The comparison in table 7 of the processing speed is compared with the algorithm of the consensus on the Bitcoin platform used in [9,10] and the algorithm of Ethereum platform consensus of [11,12] with the PBFT consensus algorithm used in the proposed method. The comparison will be made by 100 people, 1,000 people, 5,000 people according to the number of votes. The PBFT algorithm can process about 1,000 to 1,500 transactions per second [13]. This can vary depending on the system configuration and scale. The PBFT algorithm differs greatly from the processing speed of the cryptography platform and I think that this algorithm can be used in medium and large electronic voting.

Table 7.

Number of votes per second per platform (unit: second)
Number of transactions Processing speed (TPS)
100 1,000 5,000
Bitcoin consensus (PoW) [9,10] 5 200 1,000 15–20
Ethereum consensus (PoW) [11,12] 25 250 1,250 3–4
Proposed scheme (PBFT) 0.06 0.6 3.3 1,000–1,500

5. Conclusions

In the online environment, the electronic voting system has been undergoing many studies to ensure the voting process and the reliability of the results. Although many approaches have been proposed for solving these problems using blockchain, many security threats and inherent characteristics in blockchain platforms have not yet offered the security requirements in electronic voting environments [14]. In this paper, we propose an electronic voting system using blockchain by using voting data encryption in the way that voting data is disclosed in electronic voting using existing blockchain platform, We propose a system that satisfies all the security requirements of the system and improves the performance of the algorithm by about 50 times than the algorithm of the algorithm in the existing public blockchain by using the algorithm of the private blockchain. In addition, the most important feature of the proposed electronic voting system is that the voting data can be transmitted by encrypting the transaction, so that it cannot be negated when generating the blocks by collecting the transactions at the management server, so that a transparent voting result can be expected. If an electronic voting system is developed and commercialized in this way, it will be expected to reduce the cost of voting and increase the turnout rate.

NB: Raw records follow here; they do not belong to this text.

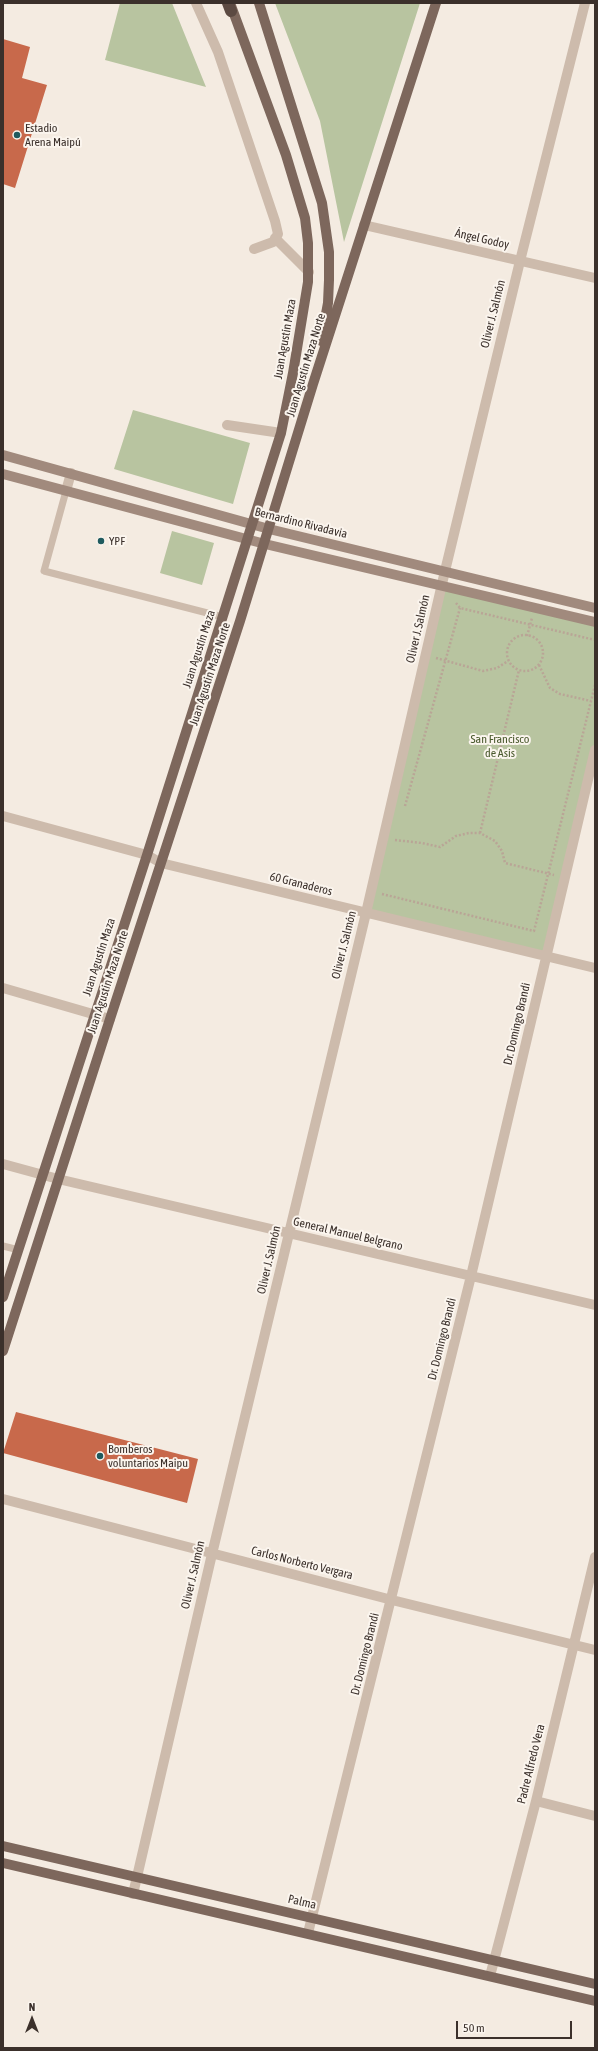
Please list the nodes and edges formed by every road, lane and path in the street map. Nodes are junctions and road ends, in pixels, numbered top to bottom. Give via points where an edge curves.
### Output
1 (196, 3) edge
2 (259, 3) edge
3 (436, 3) edge
4 (585, 3) edge
5 (230, 6) edge
6 (364, 225) junction
7 (276, 238) junction
8 (254, 248) dead end
9 (520, 261) junction
10 (309, 272) junction
11 (595, 278) edge
12 (313, 384) junction
13 (227, 425) dead end
14 (281, 433) junction
15 (3, 455) edge
16 (71, 473) junction
17 (3, 474) edge
18 (66, 491) junction
19 (252, 524) junction
20 (269, 529) junction
21 (247, 539) junction
22 (265, 544) junction
23 (445, 571) junction
24 (441, 586) junction
25 (595, 608) edge
26 (222, 616) junction
27 (595, 622) edge
28 (531, 624) junction
29 (528, 636) junction
30 (595, 640) edge
31 (445, 660) junction
32 (508, 660) junction
33 (539, 665) junction
34 (519, 670) junction
35 (595, 685) edge
36 (594, 692) edge
37 (591, 701) junction
38 (595, 750) edge
39 (404, 810) dead end
40 (3, 816) edge
41 (398, 833) dead end
42 (480, 834) junction
43 (396, 840) junction
44 (394, 847) dead end
45 (147, 855) junction
46 (161, 863) junction
47 (548, 874) junction
48 (383, 887) dead end
49 (366, 913) junction
50 (546, 957) junction
51 (595, 968) edge
52 (3, 988) edge
53 (94, 1014) junction
54 (110, 1019) junction
55 (3, 1164) edge
56 (42, 1175) junction
57 (58, 1179) junction
58 (288, 1233) junction
59 (3, 1246) edge
60 (19, 1250) junction
61 (471, 1276) junction
62 (3, 1297) edge
63 (595, 1305) edge
64 (3, 1351) edge
65 (3, 1499) edge
66 (212, 1554) junction
67 (595, 1557) edge
68 (392, 1600) junction
69 (574, 1645) junction
70 (595, 1650) edge
71 (536, 1801) junction
72 (595, 1816) edge
73 (3, 1846) edge
74 (3, 1863) edge
75 (137, 1877) junction
76 (133, 1894) junction
77 (312, 1918) junction
78 (308, 1933) junction
79 (494, 1960) junction
80 (490, 1976) junction
81 (595, 1984) edge
82 (595, 2001) edge

1 - 7 street via 218,52 273,213 278,234
2 - 12 main road via 322,203 329,252 328,303
3 - 6 main road, Juan Agustín Maza Norte
4 - 9 street, Oliver J. Salmón
5 - 10 main road, Juan Agustín Maza via 288,162 305,218
6 - 9 street, Ángel Godoy
6 - 12 main road, Juan Agustín Maza Norte
7 - 8 street via 273,242
7 - 10 street
9 - 11 street, Ángel Godoy
9 - 23 street, Oliver J. Salmón
10 - 14 main road, Juan Agustín Maza
12 - 20 main road, Juan Agustín Maza Norte
13 - 14 street
14 - 19 main road, Juan Agustín Maza
15 - 16 street, Bernardino Rivadavia
16 - 18 street
16 - 19 street, Bernardino Rivadavia
17 - 18 street
18 - 21 street
18 - 26 lane via 44,571
19 - 20 street, Bernardino Rivadavia
19 - 21 main road, Juan Agustín Maza
20 - 22 main road, Juan Agustín Maza Norte
20 - 23 street, Bernardino Rivadavia
21 - 22 street
21 - 26 main road, Juan Agustín Maza
22 - 24 street
22 - 46 main road, Juan Agustín Maza Norte
23 - 24 street, Oliver J. Salmón
23 - 25 street, Bernardino Rivadavia
24 - 27 street
24 - 49 street, Oliver J. Salmón
26 - 45 main road, Juan Agustín Maza
28 - 29 path
28 - 30 path
28 - 31 path via 460,608
29 - 32 path via 516,636 510,642 506,652
29 - 33 path via 537,639 543,646 544,654
31 - 32 path via 483,671 497,668
31 - 39 path
32 - 34 path
33 - 34 path via 529,671
33 - 37 path via 550,688 560,694
34 - 42 path
35 - 36 path
36 - 37 path
37 - 47 path
38 - 50 street, Dr. Domingo Brandi
40 - 45 street, 60 Granaderos
41 - 43 path
42 - 43 path via 456,836 440,847
42 - 47 path via 495,841 505,862
43 - 44 path
45 - 46 street, 60 Granaderos
45 - 53 main road, Juan Agustín Maza
46 - 49 street, 60 Granaderos
46 - 54 main road, Juan Agustín Maza Norte
47 - 48 path via 534,931 381,894
49 - 50 street, 60 Granaderos
49 - 58 street, Oliver J. Salmón
50 - 51 street, 60 Granaderos
50 - 61 street, Dr. Domingo Brandi
52 - 53 street
53 - 54 street
53 - 56 main road, Juan Agustín Maza
54 - 57 main road, Juan Agustín Maza Norte
55 - 56 street, General Manuel Belgrano
56 - 57 street, General Manuel Belgrano
56 - 60 main road, Juan Agustín Maza
57 - 58 street, General Manuel Belgrano
57 - 64 main road, Juan Agustín Maza Norte
58 - 61 street, General Manuel Belgrano
58 - 66 street, Oliver J. Salmón
59 - 60 lane
60 - 62 main road, Juan Agustín Maza
61 - 63 street, General Manuel Belgrano
61 - 68 street, Dr. Domingo Brandi
65 - 66 street, Carlos Norberto Vergara
66 - 68 street, Carlos Norberto Vergara
66 - 75 street, Oliver J. Salmón
67 - 69 street, Padre Alfredo Vera
68 - 69 street, Carlos Norberto Vergara
68 - 77 street, Dr. Domingo Brandi
69 - 70 street, Carlos Norberto Vergara
69 - 71 street, Padre Alfredo Vera
71 - 72 street
71 - 79 street, Padre Alfredo Vera
73 - 75 main road, Palma
74 - 76 main road
75 - 76 street, Oliver J. Salmón
75 - 77 main road, Palma
76 - 78 main road
77 - 78 street, Dr. Domingo Brandi
77 - 79 main road, Palma
78 - 80 main road
79 - 80 street, Padre Alfredo Vera
79 - 81 main road, Palma
80 - 82 main road

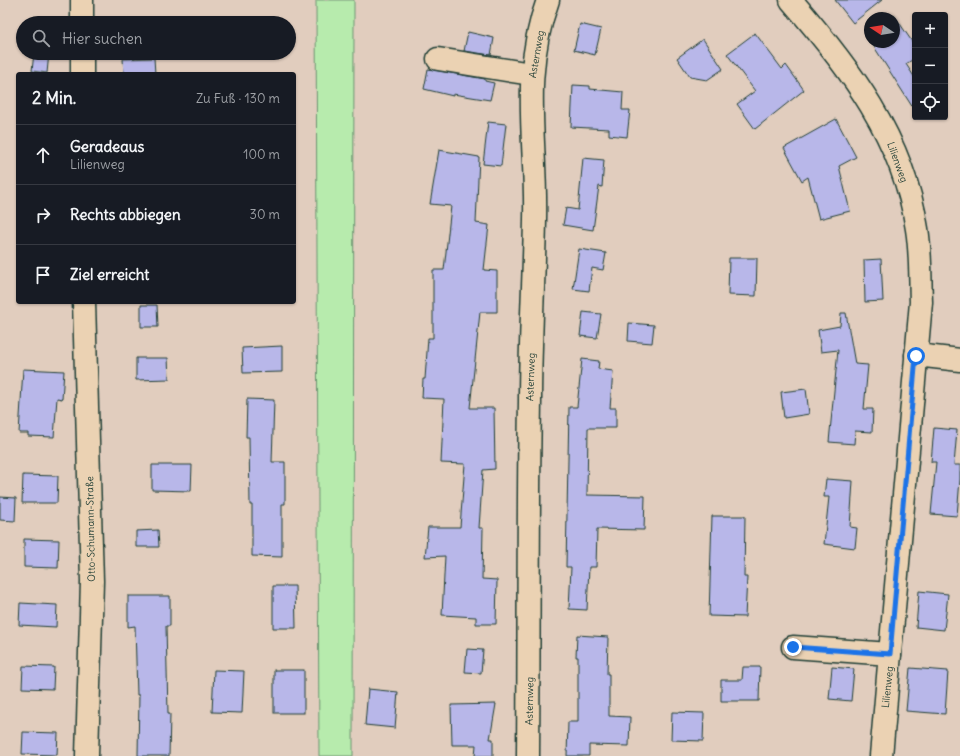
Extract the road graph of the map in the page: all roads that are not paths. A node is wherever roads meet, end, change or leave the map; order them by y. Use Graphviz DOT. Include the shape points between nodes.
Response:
graph roads {
  1 [pos="82,0"];
  2 [pos="548,0"];
  3 [pos="791,0"];
  4 [pos="82,16"];
  5 [pos="438,59"];
  6 [pos="82,60"];
  7 [pos="82,72"];
  8 [pos="532,74"];
  9 [pos="84,304"];
  10 [pos="916,356"];
  11 [pos="960,360"];
  12 [pos="793,647"];
  13 [pos="890,654"];
  14 [pos="87,756"];
  15 [pos="528,756"];
  16 [pos="881,756"];
  1 -- 4 [label="street"];
  2 -- 8 [label="street, Asternweg" via="539,32"];
  3 -- 10 [label="street, Lilienweg" via="830,44 863,90 890,139 902,172 913,206 920,260 921,302"];
  5 -- 8 [label="street"];
  6 -- 7 [label="street"];
  8 -- 15 [label="street, Asternweg" via="530,108 535,216 530,402"];
  9 -- 14 [label="street, Otto-Schumann-Straße" via="92,581"];
  10 -- 11 [label="street"];
  10 -- 13 [label="street, Lilienweg"];
  12 -- 13 [label="street"];
  13 -- 16 [label="street, Lilienweg"];
}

In future, it will be necessary to research on the processing speed and safety that can be extended to real world by applying to private blockchain platform.

Acknowledgement

This paper was supported by Soonchunhyang University and ICT (MSIT), Korea, under the Information Technology Research Center support program (No. IITP-2019-0-00403) supervised by the Institute for Information & communications Technology Planning & Evaluation (IITP).

Biography

Chang-Hyun Roh
https://orcid.org/0000-0002-1883-0550

He earned a bachelor's degree in Computer Software Engineering from Soonchunhyang University in 2017. He currently holds a master's degree in computer science from Soonchunhyang University. His research interests include blockchain, electronic voting, and smart contract.

Biography

Im-Yeong Lee
https://orcid.org/0000-0002-8856-0103

He received the B.S. degrees in Department of Electronic Engineering from Hongik University, Korea, in 1981 and the M.S. and Ph.D. degrees in Department of Com-munication Engineering from Osaka University, Japan, in 1986 and 1989, respectively. From 1989 to 1994, he had been a senior researcher at Electronics and Telecommuni-cations Research Institute (ETRI), Korea. Now he is a professor in Department of Computer Software Engineering from Soonchunhyang University, Korea. His research interests include cryptography, information theory, computer & network security.